Practical Tips for Daily Practice
Start your visit with a clear agenda when multiple issues are present. Let the patient know you will address their physical concern and then spend focused time on mental health.
Track time actively during counseling segments so you can confidently document at least 20 minutes for K005. Even a simple note like “22 minutes spent in psychotherapy” strengthens your claim.
Structure your notes with headings or separate paragraphs for each problem. This makes audits easier and improves continuity of care for follow-up visits.
Finally, review your rejections regularly. If you see repeated IA errors, it is often a sign that diagnoses or documentation need tightening.
FAQ: Billing A007 and K005 Together
Can I bill these together for virtual visits?
Yes, virtual care is allowed when you use the appropriate virtual equivalents or modifiers. In many 2025 settings, this means using K081 for a virtual intermediate assessment and K082 for virtual mental health care, or applying the correct K-prefix depending on your platform rules.
Always confirm the latest virtual billing guidance from OHIP or your EMR updates, as platforms may implement modifiers differently.
Is there a yearly limit on how many K005 codes I can bill?

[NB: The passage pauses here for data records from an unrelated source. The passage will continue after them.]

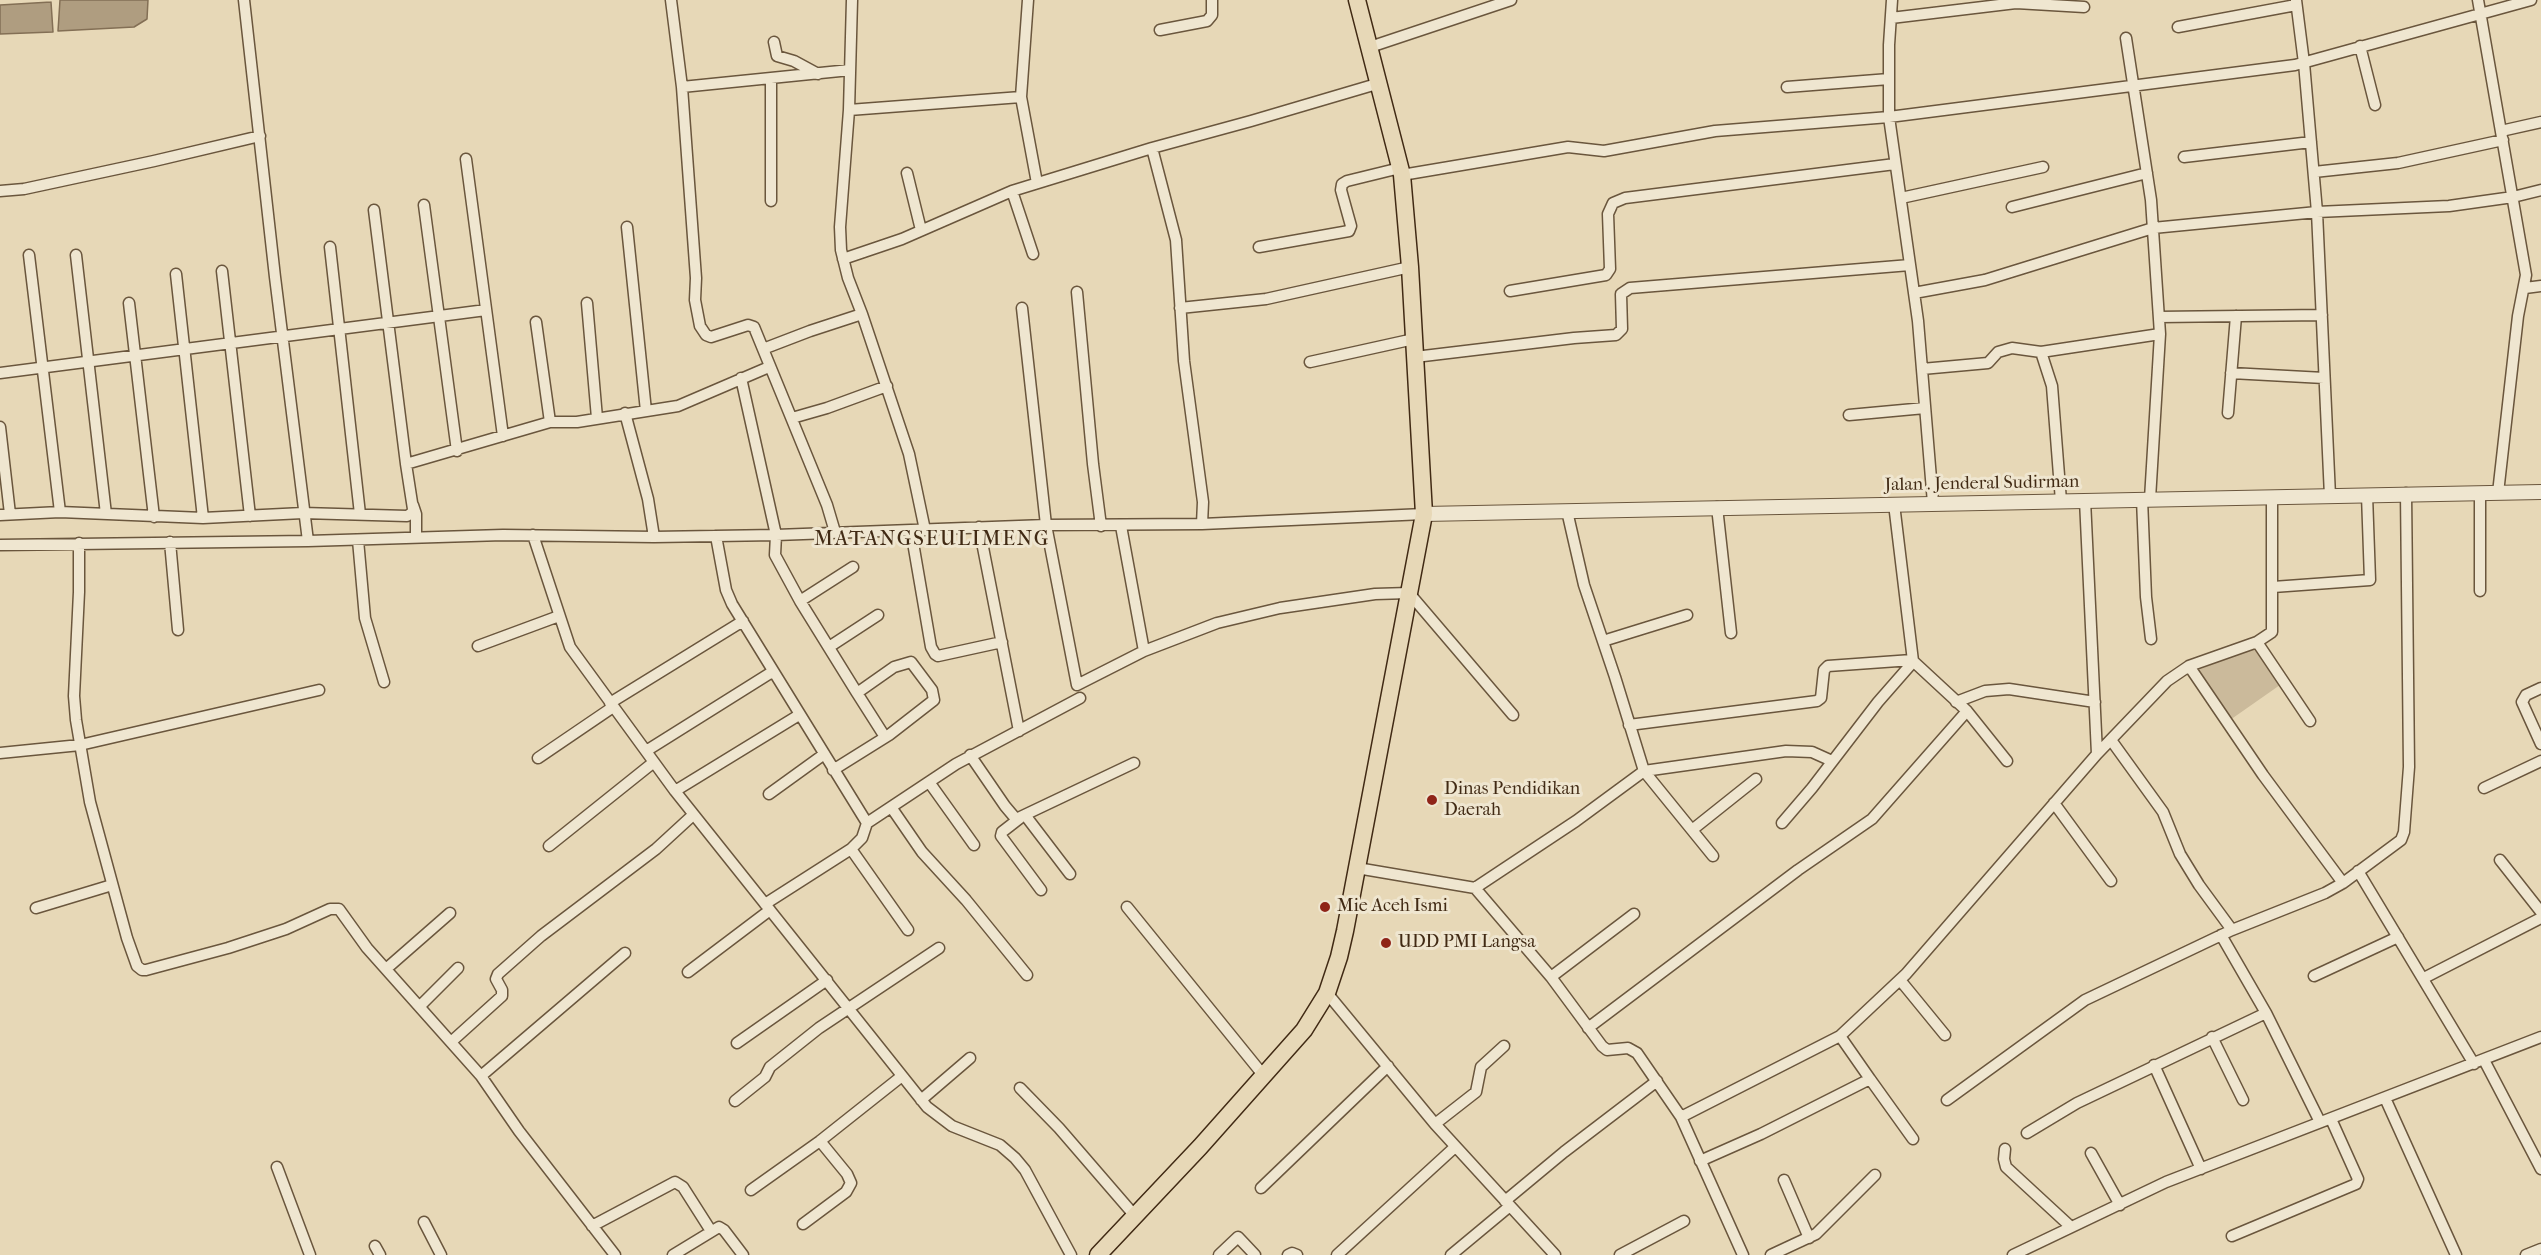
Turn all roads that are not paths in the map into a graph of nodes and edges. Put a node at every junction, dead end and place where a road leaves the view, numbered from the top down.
1 (244, 0) edge
2 (671, 0) edge
3 (852, 0) edge
4 (1028, 0) edge
5 (1212, 0) edge
6 (1357, 0) edge
7 (1511, 0) edge
8 (1892, 0) edge
9 (2478, 0) edge
10 (2531, 0) edge
11 (2296, 3) edge
12 (2084, 7) dead end
13 (2481, 14) junction
14 (1891, 18) junction
15 (2178, 27) dead end
16 (1161, 30) dead end
17 (2126, 38) dead end
18 (774, 42) dead end
19 (2360, 46) junction
20 (1370, 47) junction
21 (2304, 63) junction
22 (850, 70) junction
23 (818, 74) junction
24 (771, 79) junction
25 (1889, 79) junction
26 (1380, 83) junction
27 (682, 87) junction
28 (1787, 87) dead end
29 (2134, 87) junction
30 (1022, 97) junction
31 (2375, 105) dead end
32 (849, 110) junction
33 (1890, 117) junction
34 (2541, 122) edge
35 (260, 136) junction
36 (2502, 136) junction
37 (2311, 142) junction
38 (1152, 148) junction
39 (2184, 157) dead end
40 (466, 159) dead end
41 (1895, 164) junction
42 (2043, 167) dead end
43 (1401, 171) junction
44 (2314, 172) junction
45 (907, 173) dead end
46 (2147, 173) junction
47 (1037, 183) junction
48 (2541, 190) edge
49 (0, 191) edge
50 (1012, 191) junction
51 (2513, 197) junction
52 (1901, 198) junction
53 (771, 201) dead end
54 (424, 205) dead end
55 (2012, 207) dead end
56 (374, 210) dead end
57 (2318, 212) junction
58 (627, 227) dead end
59 (2153, 228) junction
60 (921, 230) junction
61 (330, 246) dead end
62 (1259, 248) dead end
63 (1033, 254) dead end
64 (29, 255) dead end
65 (76, 255) dead end
66 (843, 259) junction
67 (1910, 264) junction
68 (1410, 267) junction
69 (222, 271) dead end
70 (176, 274) dead end
71 (2541, 286) edge
72 (2525, 288) junction
73 (1510, 291) dead end
74 (1077, 292) dead end
75 (1914, 293) junction
76 (129, 303) dead end
77 (587, 303) dead end
78 (1022, 308) dead end
79 (1180, 308) junction
80 (486, 310) junction
81 (862, 314) junction
82 (2322, 315) junction
83 (438, 316) junction
84 (2159, 316) junction
85 (2236, 316) junction
86 (536, 322) dead end
87 (388, 323) junction
88 (340, 329) junction
89 (2160, 334) junction
90 (283, 337) junction
91 (1414, 339) junction
92 (232, 343) junction
93 (186, 349) junction
94 (763, 349) junction
95 (2041, 352) junction
96 (136, 357) junction
97 (1415, 357) junction
98 (89, 361) junction
99 (1310, 362) dead end
100 (42, 367) junction
101 (769, 367) junction
102 (1922, 369) junction
103 (0, 373) edge
104 (2231, 373) junction
105 (741, 378) junction
106 (2324, 378) junction
107 (887, 386) junction
108 (1925, 408) junction
109 (646, 411) junction
110 (625, 413) junction
111 (2228, 413) dead end
112 (1848, 415) dead end
113 (597, 418) junction
114 (792, 418) junction
115 (550, 422) junction
116 (0, 427) edge
117 (502, 436) junction
118 (457, 451) junction
119 (406, 464) junction
120 (2541, 492) edge
121 (2406, 493) junction
122 (2480, 493) junction
123 (2498, 493) junction
124 (2367, 495) junction
125 (2330, 496) junction
126 (2272, 498) junction
127 (2146, 499) junction
128 (2085, 500) junction
129 (2061, 501) junction
130 (413, 503) junction
131 (1933, 503) junction
132 (1894, 504) junction
133 (1717, 507) junction
134 (1567, 511) junction
135 (60, 512) junction
136 (106, 514) junction
137 (360, 514) junction
138 (1424, 514) junction
139 (5, 515) edge
140 (250, 516) junction
141 (154, 517) junction
142 (203, 518) junction
143 (304, 518) junction
144 (1202, 521) junction
145 (1046, 523) junction
146 (1101, 523) junction
147 (924, 526) junction
148 (1120, 526) junction
149 (980, 527) junction
150 (911, 531) junction
151 (835, 532) junction
152 (533, 535) junction
153 (716, 536) junction
154 (776, 536) junction
155 (416, 537) junction
156 (654, 537) junction
157 (307, 538) junction
158 (358, 540) junction
159 (170, 542) junction
160 (79, 543) junction
161 (0, 545) edge
162 (853, 567) dead end
163 (2273, 587) junction
164 (2480, 591) dead end
165 (1409, 593) junction
166 (800, 601) junction
167 (878, 615) dead end
168 (1687, 615) dead end
169 (559, 616) junction
170 (743, 621) junction
171 (178, 630) dead end
172 (1731, 633) dead end
173 (2151, 639) dead end
174 (1603, 641) junction
175 (1002, 642) junction
176 (2257, 642) junction
177 (478, 646) dead end
178 (829, 647) junction
179 (1144, 651) junction
180 (1913, 661) junction
181 (2189, 666) junction
182 (772, 672) junction
183 (384, 682) dead end
184 (2541, 688) edge
185 (319, 690) dead end
186 (857, 693) junction
187 (1080, 698) dead end
188 (1956, 702) junction
189 (2095, 702) junction
190 (612, 705) junction
191 (1967, 711) junction
192 (799, 715) junction
193 (1512, 715) dead end
194 (2310, 721) dead end
195 (1629, 725) junction
196 (1019, 731) junction
197 (885, 737) junction
198 (2111, 740) junction
199 (2541, 744) edge
200 (80, 746) junction
201 (646, 751) junction
202 (0, 753) edge
203 (2097, 754) junction
204 (824, 755) junction
205 (970, 755) junction
206 (538, 758) dead end
207 (1832, 761) junction
208 (2007, 761) dead end
209 (2541, 761) edge
210 (654, 762) junction
211 (1134, 763) dead end
212 (833, 770) junction
213 (1644, 771) junction
214 (1756, 779) dead end
215 (929, 782) junction
216 (2484, 788) dead end
217 (675, 791) junction
218 (769, 794) dead end
219 (2054, 803) junction
220 (891, 807) junction
221 (693, 815) junction
222 (1022, 817) junction
223 (1782, 823) dead end
224 (867, 824) junction
225 (1692, 830) junction
226 (974, 845) dead end
227 (549, 846) dead end
228 (851, 849) junction
229 (1713, 856) dead end
230 (2500, 860) dead end
231 (1357, 868) junction
232 (2358, 872) junction
233 (1070, 874) dead end
234 (2111, 881) dead end
235 (2343, 883) junction
236 (112, 885) junction
237 (1475, 888) junction
238 (1041, 890) dead end
239 (767, 907) junction
240 (36, 908) dead end
241 (1127, 908) dead end
242 (2541, 912) edge
243 (450, 913) dead end
244 (1634, 914) dead end
245 (2541, 918) edge
246 (908, 930) dead end
247 (2232, 930) junction
248 (2221, 935) junction
249 (2398, 937) junction
250 (939, 948) dead end
251 (625, 953) dead end
252 (458, 968) dead end
253 (386, 969) junction
254 (688, 972) dead end
255 (1026, 975) dead end
256 (2314, 976) dead end
257 (1551, 977) junction
258 (2424, 978) junction
259 (827, 980) junction
260 (1900, 980) junction
261 (1327, 993) junction
262 (420, 1006) junction
263 (849, 1010) junction
264 (2266, 1012) junction
265 (1588, 1028) junction
266 (1945, 1035) dead end
267 (1839, 1036) junction
268 (2212, 1037) junction
269 (2541, 1037) edge
270 (451, 1042) junction
271 (737, 1043) dead end
272 (1504, 1046) dead end
273 (970, 1058) dead end
274 (2479, 1062) junction
275 (2154, 1065) junction
276 (1388, 1066) junction
277 (481, 1076) junction
278 (1264, 1076) junction
279 (902, 1077) junction
280 (1870, 1079) junction
281 (1657, 1082) junction
282 (1020, 1088) dead end
283 (2385, 1098) junction
284 (921, 1100) junction
285 (1947, 1100) dead end
286 (2243, 1100) dead end
287 (735, 1101) dead end
288 (1681, 1117) junction
289 (2326, 1121) junction
290 (1435, 1124) junction
291 (2026, 1133) dead end
292 (1913, 1139) dead end
293 (820, 1141) junction
294 (1455, 1147) junction
295 (2005, 1149) dead end
296 (2091, 1153) dead end
297 (1700, 1161) junction
298 (277, 1167) dead end
299 (2201, 1169) junction
300 (2541, 1169) edge
301 (1875, 1175) dead end
302 (1784, 1180) dead end
303 (1260, 1188) dead end
304 (751, 1190) dead end
305 (1508, 1204) junction
306 (2120, 1204) junction
307 (1136, 1216) junction
308 (1684, 1221) dead end
309 (424, 1222) dead end
310 (803, 1224) dead end
311 (592, 1226) junction
312 (2072, 1227) junction
313 (711, 1231) junction
314 (2232, 1236) dead end
315 (1809, 1238) junction
316 (2541, 1249) edge
317 (2016, 1254) edge
318 (310, 1255) edge
319 (441, 1255) edge
320 (615, 1255) edge
321 (673, 1255) edge
322 (743, 1255) edge
323 (1071, 1255) edge
324 (1098, 1255) edge
325 (1219, 1255) edge
326 (1256, 1255) edge
327 (1288, 1255) edge
328 (1297, 1255) edge
329 (1337, 1255) edge
330 (1451, 1255) edge
331 (1555, 1255) edge
332 (1620, 1255) edge
333 (1743, 1255) edge
334 (1771, 1255) edge
335 (2456, 1255) edge
336 (2526, 1255) edge

1 - 35 street
2 - 27 street
3 - 22 street
4 - 30 street
5 - 16 street
6 - 20 highway
7 - 20 street
8 - 14 street
9 - 13 street
10 - 13 street
11 - 15 street
11 - 21 street
12 - 14 street
13 - 19 street
13 - 36 street
14 - 25 street
17 - 29 street
18 - 23 street
19 - 21 street
19 - 31 street
20 - 26 highway
21 - 29 street
21 - 37 street
22 - 23 street
22 - 32 street
23 - 24 street
24 - 27 street
24 - 53 street
25 - 28 street
25 - 33 street
26 - 38 street
26 - 43 highway
27 - 94 street
29 - 33 street
29 - 46 street
30 - 32 street
30 - 47 street
32 - 66 street
33 - 41 street
33 - 43 street
34 - 36 street
35 - 49 street
35 - 90 street
36 - 44 street
36 - 51 street
37 - 39 street
37 - 44 street
38 - 47 street
38 - 79 street
40 - 80 street
41 - 52 street
41 - 73 street
42 - 52 street
43 - 62 street
43 - 68 highway
44 - 57 street
45 - 60 street
46 - 55 street
46 - 59 street
47 - 50 street
48 - 51 street
50 - 60 street
50 - 63 street
51 - 57 street
51 - 72 street
52 - 67 street
54 - 83 street
56 - 87 street
57 - 59 street
57 - 82 street
58 - 109 street
59 - 75 street
59 - 84 street
60 - 66 street
61 - 88 street
64 - 100 street
65 - 98 street
66 - 81 street
67 - 75 street
67 - 97 street
68 - 79 street
68 - 91 highway
69 - 92 street
70 - 93 street
71 - 72 street
72 - 123 street
74 - 146 street
75 - 102 street
76 - 96 street
77 - 113 street
78 - 145 street
79 - 144 street
80 - 83 street
80 - 117 street
81 - 94 street
81 - 107 street
82 - 85 street
82 - 106 street
83 - 87 street
83 - 118 street
84 - 85 street
84 - 89 street
85 - 104 street
86 - 115 street
87 - 88 street
87 - 119 street
88 - 90 street
88 - 137 street
89 - 95 street
89 - 127 street
90 - 92 street
90 - 143 street
91 - 97 highway
91 - 99 street
92 - 93 street
92 - 140 street
93 - 96 street
93 - 142 street
94 - 101 street
95 - 102 street
95 - 129 street
96 - 98 street
96 - 141 street
97 - 138 highway
98 - 100 street
98 - 136 street
100 - 103 street
100 - 135 street
101 - 105 street
101 - 114 street
102 - 108 street
104 - 106 street
104 - 111 street
105 - 109 street
105 - 154 street
106 - 125 street
107 - 114 street
107 - 147 street
108 - 112 street
108 - 131 street
109 - 110 street
110 - 113 street
110 - 156 street
113 - 115 street
114 - 151 street
115 - 117 street
116 - 139 street
117 - 118 street
118 - 119 street
119 - 130 street
120 - 123 street, Jalan . Jenderal Sudirman
121 - 122 street, Jalan . Jenderal Sudirman
121 - 124 street, Jalan . Jenderal Sudirman
121 - 232 street
122 - 123 street, Jalan . Jenderal Sudirman
122 - 164 street
124 - 125 street, Jalan . Jenderal Sudirman
124 - 163 street
125 - 126 street, Jalan . Jenderal Sudirman
126 - 127 street, Jalan . Jenderal Sudirman
126 - 163 street
127 - 128 street, Jalan . Jenderal Sudirman
127 - 173 street
128 - 129 street, Jalan . Jenderal Sudirman
128 - 189 street
129 - 131 street, Jalan . Jenderal Sudirman
130 - 137 street
130 - 155 street
131 - 132 street, Jalan . Jenderal Sudirman
132 - 133 street, Jalan . Jenderal Sudirman
132 - 180 street
133 - 134 street, Jalan . Jenderal Sudirman
133 - 172 street
134 - 138 street, Jalan . Jenderal Sudirman
134 - 174 street
135 - 136 street
135 - 139 street
136 - 141 street
137 - 143 street
138 - 144 street
138 - 165 highway
140 - 142 street
140 - 143 street
141 - 142 street
143 - 157 street
144 - 148 street
145 - 146 street
145 - 149 street
145 - 179 street
146 - 148 street
147 - 149 street
147 - 150 street
148 - 179 street
149 - 175 street
150 - 151 street
150 - 175 street
151 - 154 street
152 - 155 street
152 - 156 street
152 - 169 street
153 - 154 street
153 - 156 street
153 - 170 street
154 - 166 street
155 - 158 street
157 - 158 street
157 - 159 street
158 - 183 street
159 - 160 street
159 - 171 street
160 - 161 street
160 - 200 street
162 - 166 street
163 - 176 street
165 - 179 street
165 - 193 street
165 - 231 highway
166 - 178 street
167 - 178 street
168 - 174 street
169 - 177 street
169 - 190 street
170 - 182 street
170 - 190 street
174 - 195 street
175 - 196 street
176 - 181 street
176 - 194 street
178 - 186 street
180 - 188 street
180 - 195 street
180 - 207 street
181 - 198 street
181 - 235 street
182 - 192 street
182 - 201 street
184 - 199 street
185 - 200 street
186 - 197 street
186 - 197 street
187 - 196 street
188 - 189 street
188 - 191 street
189 - 203 street
190 - 201 street
190 - 206 street
191 - 208 street
191 - 265 street
192 - 204 street
192 - 217 street
195 - 213 street
196 - 205 street
197 - 212 street
198 - 203 street
198 - 247 street
200 - 202 street
200 - 236 street
201 - 210 street
203 - 219 street
204 - 212 street
204 - 218 street
205 - 215 street
205 - 222 street
207 - 213 street
207 - 223 street
209 - 216 street
210 - 217 street
210 - 227 street
211 - 222 street
212 - 224 street
213 - 225 street
213 - 237 street
214 - 225 street
215 - 220 street
215 - 226 street
217 - 221 street
219 - 234 street
219 - 260 street
220 - 224 street
220 - 255 street
221 - 239 street
221 - 270 street
222 - 233 street
222 - 238 street
224 - 228 street
225 - 229 street
228 - 239 street
228 - 246 street
230 - 242 street
231 - 237 street
231 - 261 highway
232 - 235 street
232 - 249 street
235 - 247 street
236 - 240 street
236 - 253 street
237 - 257 street
239 - 254 street
239 - 259 street
241 - 278 street
243 - 253 street
244 - 257 street
245 - 258 street
247 - 248 street
248 - 264 street
248 - 285 street
249 - 256 street
249 - 258 street
250 - 263 street
251 - 277 street
252 - 262 street
253 - 262 street
257 - 265 street
258 - 274 street
259 - 263 street
259 - 271 street
260 - 266 street
260 - 267 street
261 - 276 street
261 - 278 highway
262 - 270 street
263 - 279 street
263 - 287 street
264 - 268 street
264 - 289 street
265 - 281 street
267 - 280 street
267 - 288 street
268 - 275 street
268 - 286 street
269 - 274 street
270 - 277 street
272 - 290 street
273 - 284 street
274 - 283 street
274 - 300 street
275 - 291 street
275 - 299 street
276 - 290 street
276 - 303 street
277 - 311 street
278 - 307 highway
279 - 284 street
279 - 293 street
280 - 292 street
280 - 297 street
281 - 288 street
281 - 305 street
282 - 307 street
283 - 289 street
283 - 335 street
284 - 323 street
288 - 297 street
289 - 299 street
289 - 314 street
290 - 294 street
293 - 304 street
293 - 310 street
294 - 305 street
294 - 329 street
295 - 312 street
296 - 306 street
297 - 333 street
298 - 318 street
299 - 306 street
301 - 315 street
302 - 315 street
305 - 330 street
305 - 331 street
306 - 312 street
307 - 324 highway
308 - 332 street
309 - 319 street
311 - 313 street
311 - 320 street
312 - 317 street
313 - 321 street
313 - 322 street
315 - 334 street
316 - 336 street
325 - 326 street
327 - 328 street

Unlike K013, which is capped at three units per patient per year, K005 does not have a strict annual limit. This makes it especially valuable for ongoing mental health management in primary care.
You should still ensure that each claim is clinically justified and properly documented. High-frequency updates without a clear need may attract review.
What is the most common reason these claims are rejected?
The most frequent cause is using the same or overlapping diagnoses for both codes. Another common issue is failing to document the minimum 20 minutes for K005.
Clear separation in both diagnosis and notes solves most problems before they happen.
Can specialists also use this combination?
While this guide focuses on primary care, some specialists may use A007 and K005, depending on their billing eligibility. Always check your specialty’s permitted codes and payment rules.
When in doubt, consult the Schedule of Benefits or your billing advisor.
Final Thoughts
Billing A007 and K005 together is not about maximizing revenue at all costs. It is about accurately reflecting the dual reality of modern primary care, where physical and mental health are deeply connected.
By following the golden rules, documenting clearly, and using smart tools to guide your choices, you can bill with confidence and integrity. Over time, this approach supports both better care and more sustainable practice management.
If you regularly manage chronic disease alongside mental health concerns, mastering this combination is one of the most practical OHIP strategies you can adopt in 2025.